Existing instruments available for monitoring rainfall—including rain gauges, radar, and satellites—all have limitations. For example, rain gauges provide a local observation that does not faithfully represent the measured region in its entirety. Satellite rainfall retrievals made from space may be inaccurate near ground level. Due to budgetary constraints, rain gauges and radar equipment are often sparingly deployed in developing countries.

A new initiative led by researchers from IFPRICornell University, and the Israeli startup AtmosCell Labs will use commercial microwave links (CMLs) to estimate rainfall in crop production monitoring and help design better rainfall-based index insurance in developing countries. The proposed approach has huge potential to provide extensive rainfall measurements from low-income countries where weather-monitoring capabilities are often quite limited.

CMLs form the infrastructure for data transmission between cellular communication base stations. These wireless microwave links are widely deployed by cellular providers and typically situated just a few tens of meters above ground level. Rainfall causes attenuation to the radio beams between transmitter and receiver in the network. As a result, quantitative precipitation estimates can be made based on changes observed in the quality of the electromagnetic signals.

This is a sustainable long-term solution, as it relies on existing infrastructure and data collection by telecommunication companies. The implementation cost is minimal because the data is already collected and logged by many cellular operators in the course of monitoring quality of service anyway.

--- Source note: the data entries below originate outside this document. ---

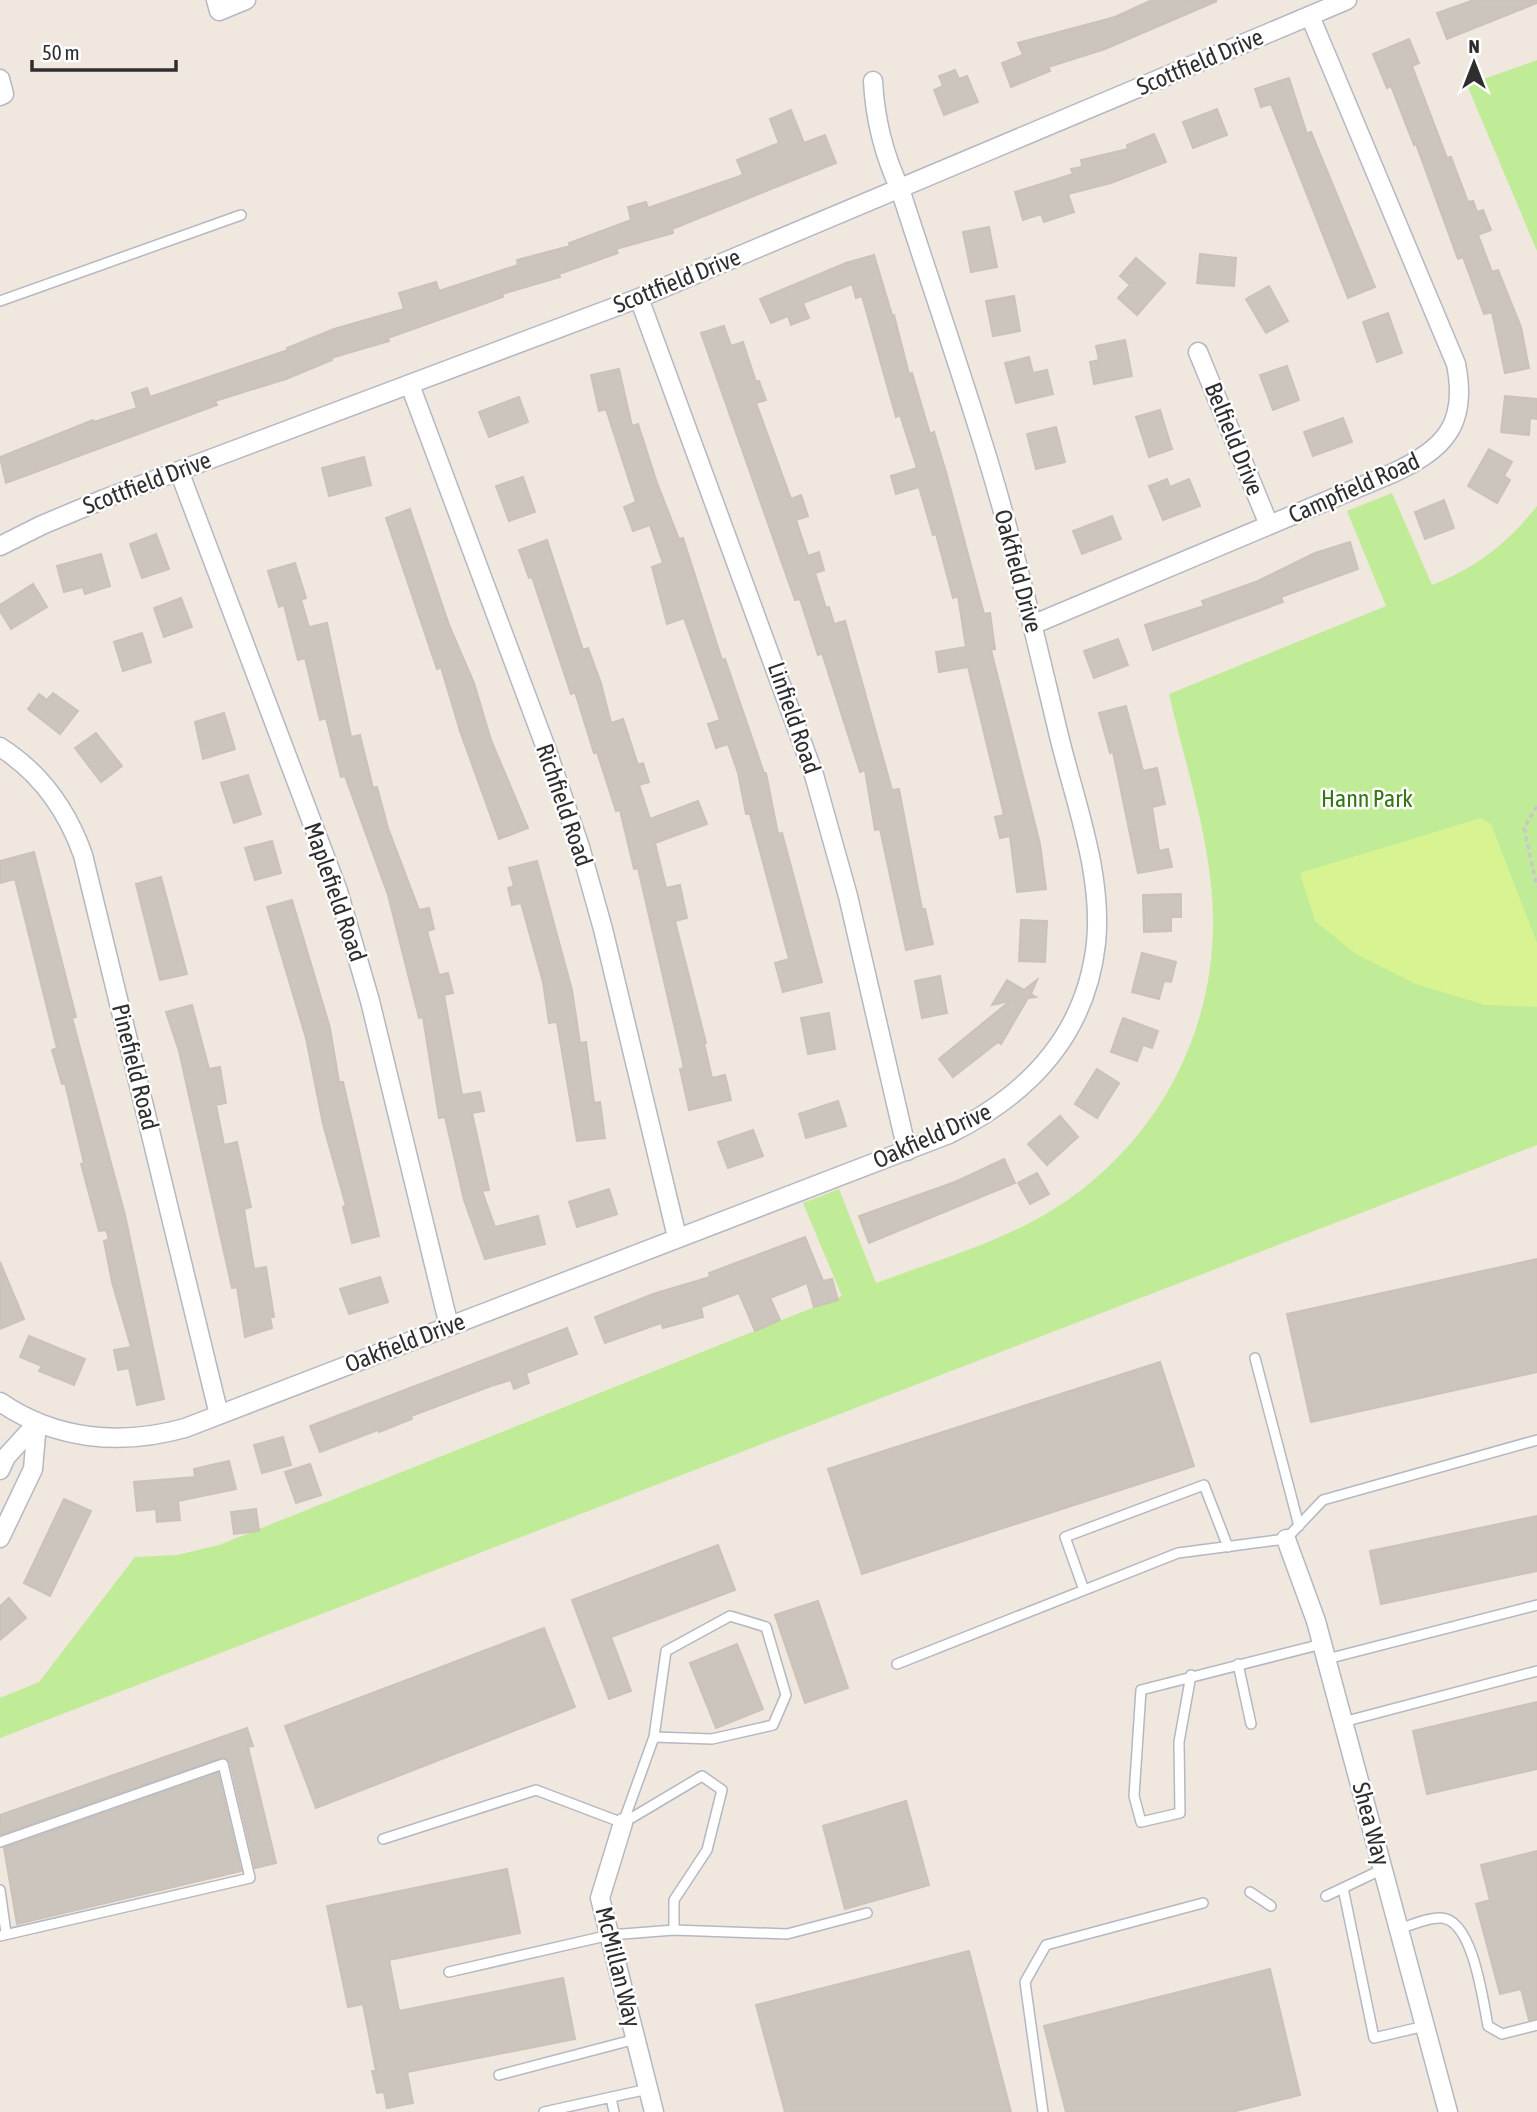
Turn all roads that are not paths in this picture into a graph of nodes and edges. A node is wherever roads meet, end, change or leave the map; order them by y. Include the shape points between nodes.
1 (216, 0) edge
2 (246, 0) edge
3 (1347, 0) edge
4 (1310, 16) junction
5 (0, 79) edge
6 (873, 81) dead end
7 (0, 96) edge
8 (900, 188) junction
9 (241, 215) dead end
10 (639, 298) junction
11 (0, 301) edge
12 (1198, 352) dead end
13 (410, 385) junction
14 (179, 471) junction
15 (1269, 525) junction
16 (0, 546) edge
17 (1032, 625) junction
18 (0, 747) edge
19 (906, 1151) junction
20 (677, 1237) junction
21 (449, 1326) junction
22 (1255, 1358) dead end
23 (0, 1402) edge
24 (219, 1415) junction
25 (37, 1423) junction
26 (1537, 1440) edge
27 (0, 1470) edge
28 (1299, 1525) junction
29 (0, 1538) edge
30 (1286, 1539) junction
31 (1228, 1546) junction
32 (1084, 1590) junction
33 (1537, 1605) edge
34 (1324, 1651) junction
35 (897, 1664) dead end
36 (1238, 1664) junction
37 (1537, 1671) edge
38 (1191, 1675) junction
39 (1343, 1722) junction
40 (1251, 1724) dead end
41 (654, 1737) junction
42 (623, 1822) junction
43 (383, 1839) dead end
44 (0, 1842) edge
45 (1383, 1869) junction
46 (1342, 1888) junction
47 (0, 1890) edge
48 (1250, 1892) dead end
49 (1326, 1896) dead end
50 (1203, 1903) dead end
51 (1272, 1906) dead end
52 (867, 1913) dead end
53 (1399, 1929) junction
54 (674, 1930) junction
55 (3, 1935) edge
56 (610, 1935) junction
57 (449, 1972) dead end
58 (1537, 2025) edge
59 (1425, 2026) junction
60 (636, 2039) junction
61 (499, 2075) dead end
62 (648, 2089) junction
63 (611, 2098) junction
64 (544, 2112) edge
65 (614, 2112) edge
66 (654, 2112) edge
67 (1043, 2112) edge
68 (1448, 2112) edge

1 - 2 street via 219,11
3 - 4 street, Scottfield Drive
4 - 8 street, Scottfield Drive
4 - 15 street, Campfield Road via 1450,346 1460,395 1451,427 1433,452
5 - 7 street via 4,94
6 - 8 street, Oakfield Drive via 878,130
8 - 10 street, Scottfield Drive
8 - 17 street, Oakfield Drive via 985,450
9 - 11 lane
10 - 13 street, Scottfield Drive
10 - 19 street, Linfield Road via 821,800 848,896
12 - 15 street, Belfield Drive
13 - 14 street, Scottfield Drive
13 - 20 street, Richfield Road via 576,835
14 - 16 street, Scottfield Drive
14 - 21 street, Maplefield Road via 338,891 370,1001
15 - 17 street, Campfield Road
17 - 19 street, Oakfield Drive via 1090,864 1097,919 1091,971 1071,1024 1040,1071 1019,1092 973,1122
18 - 24 street, Pinefield Road via 37,775 53,795 83,855
19 - 20 street, Oakfield Drive
20 - 21 street, Oakfield Drive
21 - 24 street, Oakfield Drive
22 - 28 lane
23 - 25 street
24 - 25 street, Oakfield Drive via 162,1435 130,1439 74,1434
25 - 27 street
25 - 29 street via 33,1469
26 - 28 lane via 1323,1500
28 - 30 lane
30 - 31 lane
30 - 34 street, Shea Way
31 - 32 lane via 1178,1553
31 - 32 lane via 1204,1486 1065,1537
32 - 35 lane
33 - 34 lane
34 - 36 lane
34 - 39 street, Shea Way
36 - 38 lane
36 - 40 lane
37 - 39 lane
38 - 38 lane via 1141,1690 1134,1796 1142,1822 1180,1813 1179,1742
39 - 45 street, Shea Way
41 - 41 lane via 712,1739 773,1725 786,1695 766,1627 730,1616 666,1651
41 - 42 lane
42 - 43 lane via 536,1790
42 - 54 lane via 702,1776 722,1790 707,1850 674,1900
42 - 56 street, McMillan Way via 600,1898
44 - 55 lane via 223,1764 250,1878
45 - 46 lane
45 - 53 street, Shea Way
46 - 49 lane
46 - 59 lane via 1374,2038
47 - 55 lane
48 - 51 lane
50 - 67 lane via 1046,1945 1025,1982
52 - 54 lane via 787,1934
53 - 58 lane via 1441,1918 1454,1922 1469,1942 1489,2026 1502,2034
53 - 59 street, Shea Way
54 - 56 lane
56 - 57 lane
56 - 60 street, McMillan Way
59 - 68 street, Shea Way
60 - 61 lane
60 - 62 street, McMillan Way
62 - 63 lane
62 - 66 street, McMillan Way
63 - 64 lane
63 - 65 lane

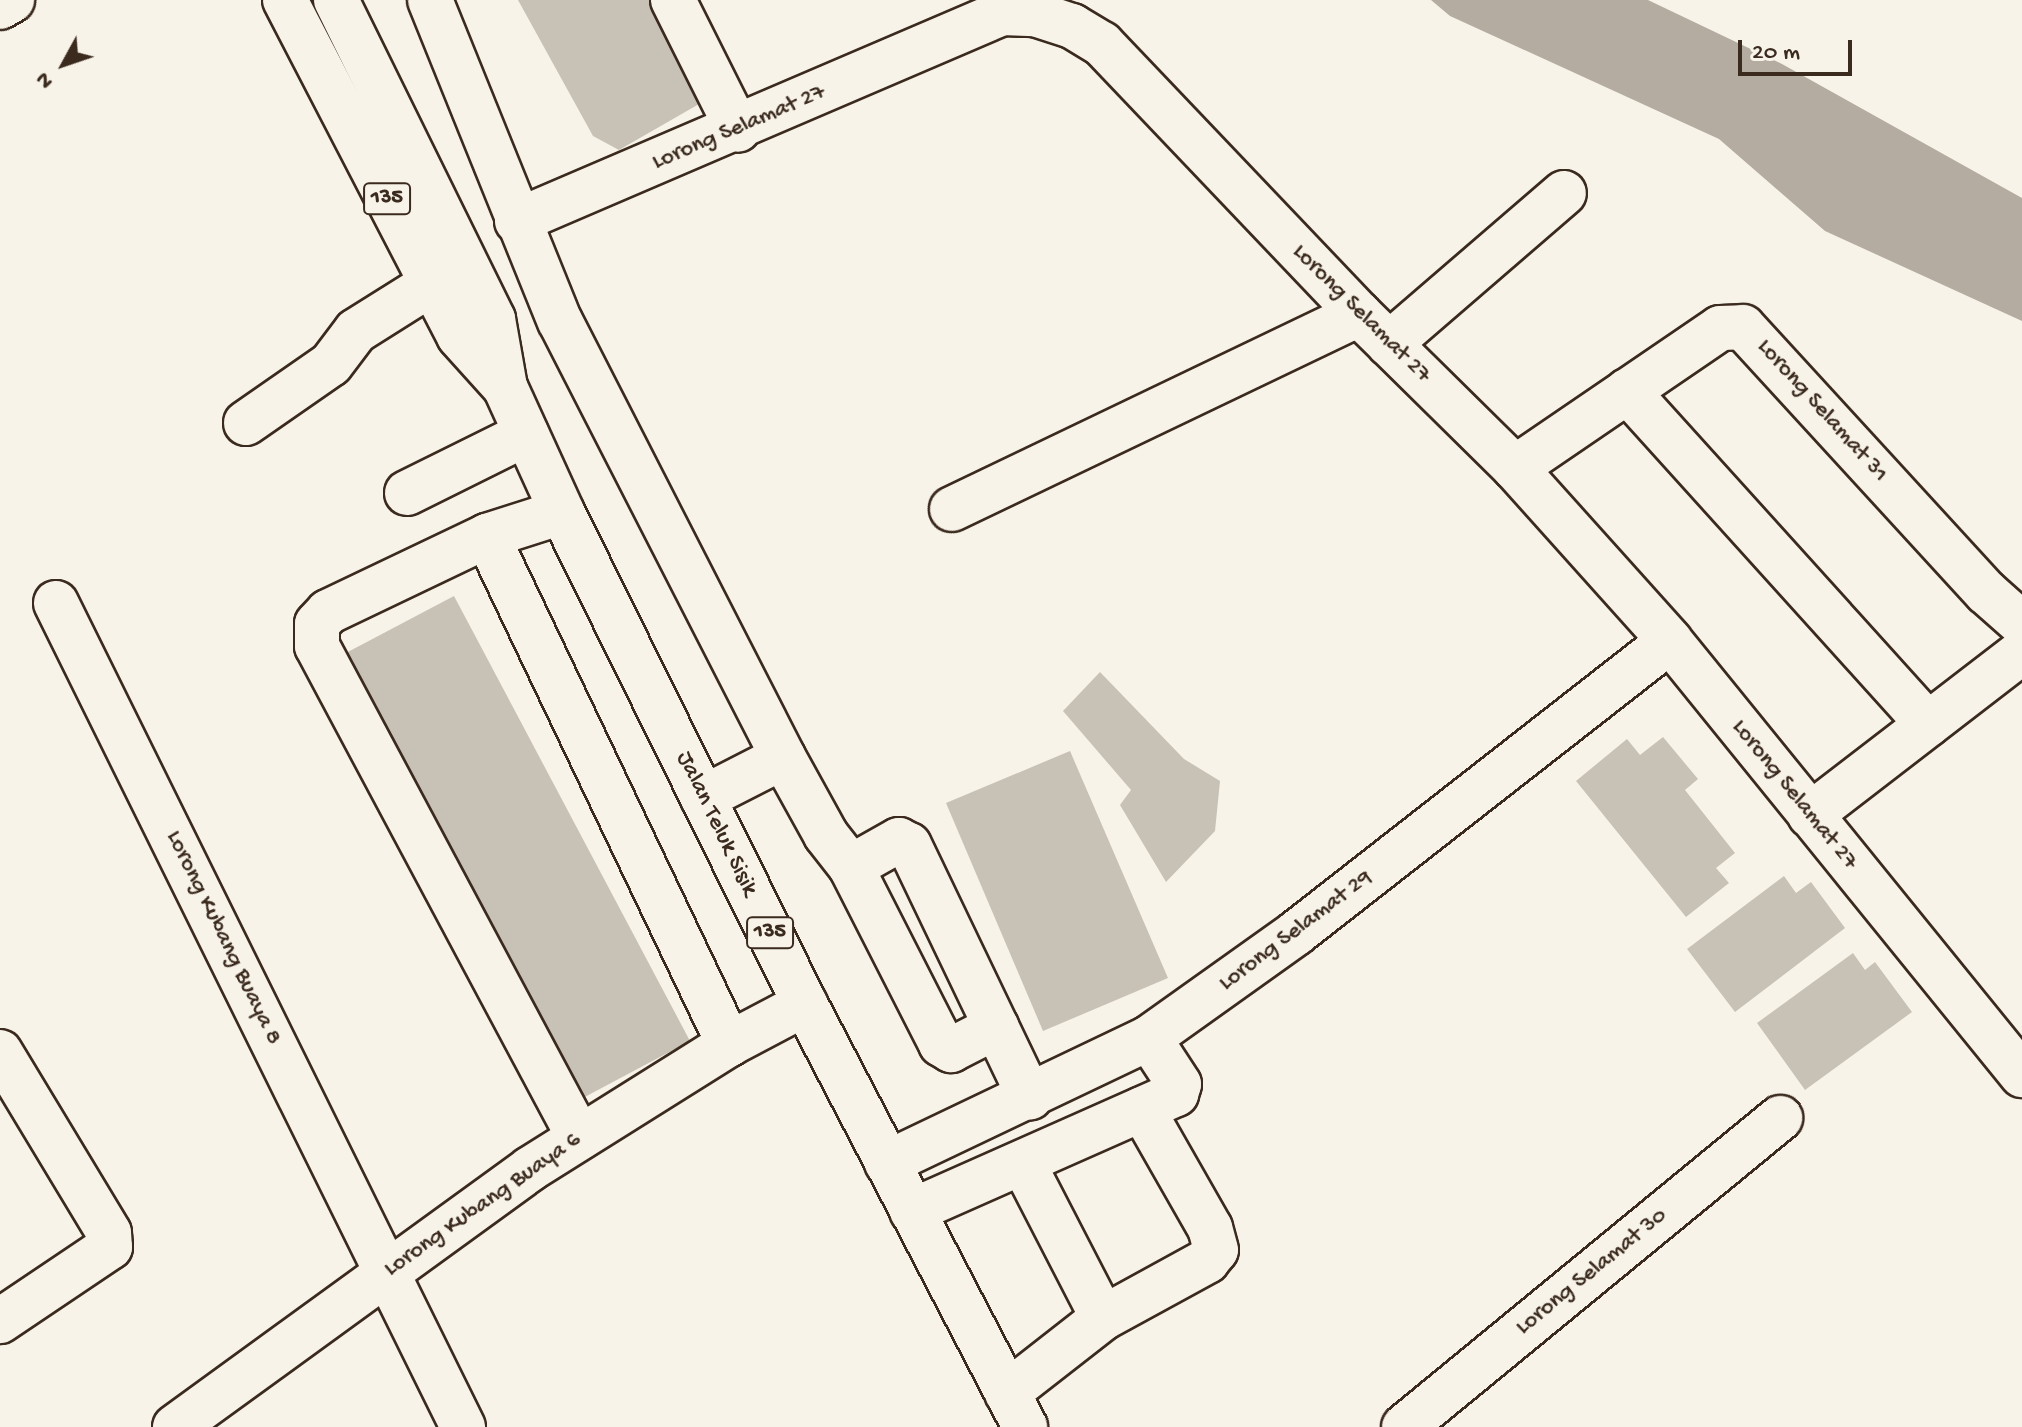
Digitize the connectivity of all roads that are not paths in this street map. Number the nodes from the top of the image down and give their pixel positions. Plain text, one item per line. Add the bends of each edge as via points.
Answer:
1 (12, 0) edge
2 (336, 0) edge
3 (430, 0) edge
4 (673, 0) edge
5 (284, 1) edge
6 (0, 7) edge
7 (738, 130) junction
8 (1564, 193) dead end
9 (517, 221) junction
10 (431, 284) junction
11 (1359, 314) junction
12 (1389, 344) junction
13 (505, 387) junction
14 (1627, 391) junction
15 (246, 423) dead end
16 (526, 434) junction
17 (1515, 468) junction
18 (407, 493) dead end
19 (952, 509) dead end
20 (562, 512) junction
21 (487, 536) junction
22 (56, 603) dead end
23 (2022, 624) edge
24 (1670, 641) junction
25 (2022, 652) edge
26 (1928, 724) junction
27 (783, 757) junction
28 (703, 798) junction
29 (1810, 815) junction
30 (851, 867) junction
31 (805, 1004) junction
32 (996, 1027) junction
33 (1149, 1038) junction
34 (729, 1044) junction
35 (0, 1052) edge
36 (2022, 1075) edge
37 (1030, 1097) junction
38 (1142, 1109) junction
39 (1780, 1118) dead end
40 (579, 1137) junction
41 (887, 1163) junction
42 (1023, 1163) junction
43 (912, 1211) junction
44 (386, 1274) junction
45 (1103, 1318) junction
46 (0, 1321) edge
47 (1016, 1410) edge
48 (175, 1427) edge
49 (463, 1427) edge
50 (1404, 1427) edge

1 - 6 street
2 - 13 street, Jalan Teluk Sisik / 135 via 493,319
3 - 9 street
4 - 7 street
5 - 10 street, Jalan Teluk Sisik / 135
7 - 9 street, Lorong Selamat 27
7 - 11 street, Lorong Selamat 27 via 972,24 1002,13 1035,14 1102,44
8 - 12 street
9 - 27 street via 560,321
10 - 13 street, Jalan Teluk Sisik / 135 via 459,336
10 - 15 street via 356,331 331,364
11 - 12 street, Lorong Selamat 27
11 - 19 street
12 - 17 street, Lorong Selamat 27
13 - 16 street, Jalan Teluk Sisik / 135
14 - 17 street, Lorong Selamat 31
14 - 23 street, Lorong Selamat 31 via 1720,328 1743,327 1986,592
14 - 26 street
16 - 18 street
16 - 20 street, Jalan Teluk Sisik / 135
17 - 24 street, Lorong Selamat 27
20 - 21 street
20 - 28 street, Jalan Teluk Sisik / 135
21 - 34 street
21 - 40 street via 328,612 317,624 317,646
22 - 44 street, Lorong Kubang Buaya 8
24 - 29 street, Lorong Selamat 27
24 - 33 street, Lorong Selamat 29 via 1296,933
25 - 26 street
26 - 29 street
27 - 28 street
27 - 30 street via 826,835
28 - 31 street, Jalan Teluk Sisik / 135
29 - 36 street, Lorong Selamat 27
30 - 32 street via 941,1044 951,1050
30 - 32 street via 899,840 909,845
31 - 34 street, Lorong Kubang Buaya 6
31 - 41 street, Jalan Teluk Sisik / 135
32 - 37 street
33 - 37 street, Lorong Selamat 29
33 - 38 street via 1179,1090
34 - 40 street, Lorong Kubang Buaya 6
35 - 46 street via 109,1233 110,1247
37 - 41 street, Lorong Selamat 29
38 - 42 street
38 - 45 street via 1210,1228 1216,1250 1207,1261
39 - 50 street, Lorong Selamat 30
40 - 44 street, Lorong Kubang Buaya 6
41 - 43 street, Jalan Teluk Sisik / 135
42 - 43 street
42 - 45 street
43 - 47 street, Jalan Teluk Sisik / 135
44 - 48 street, Lorong Kubang Buaya 6
44 - 49 street, Lorong Kubang Buaya 8
45 - 47 street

Since wireless communication systems are widely installed in the field, they can be used as a complementary tool and as a replacement for conventional instruments where those aren't available. Many CMLs are installed in mountainous regions and other hard-to-reach areas, enabling observations in places that have been hard to access in the past or where rainfall has never been measured before.

The multidisciplinary team is working with data from a number of cellular network operators, and carrying out research on the topic in several directions. The team recently published a paper with a group from the Faculty of Geo-Information Science and Earth Observation (ITC) at the University of Twente in the Netherlands, presented at the 16th International Conference on Environmental Science and Technology conference in Rhodes, Greece, in September. The paper demonstrated the potential spatial advantage that it is sometimes possible to achieve using CMLs for monitoring rainfall, based on measurements in an agricultural area near Kericho, Kenya.

By combining data from the household survey, rain gauges, CMLs, weather stations, and satellite, the team aims to explore the value-added potential of high-resolution rainfall measurements in crop production monitoring and to quantify the reduction of basis risk in real-world index insurance, when compared to the standard methods of weather stations, radar, and satellites.

This technology-driven, data-based systems approach to address key societal challenges lying at the core of food systems and sustainable development in developing countries aligns squarely with the missions of IFPRI, Cornell University, and AtmosCell Labs, as well as the UN Sustainable Development Goals. Ultimately, we hope, farmers will benefit from better designed rainfall-based index insurance and poor households will benefit from more accurate crop yield monitoring.

Noam David is the founder of AtmosCell Labs; Oliver Gao is a Professor of Civil and Environmental Engineering at Cornell University; Yanyan Liu is a Senior Research Fellow with IFPRI's Markets, Trade, and Institutions Division.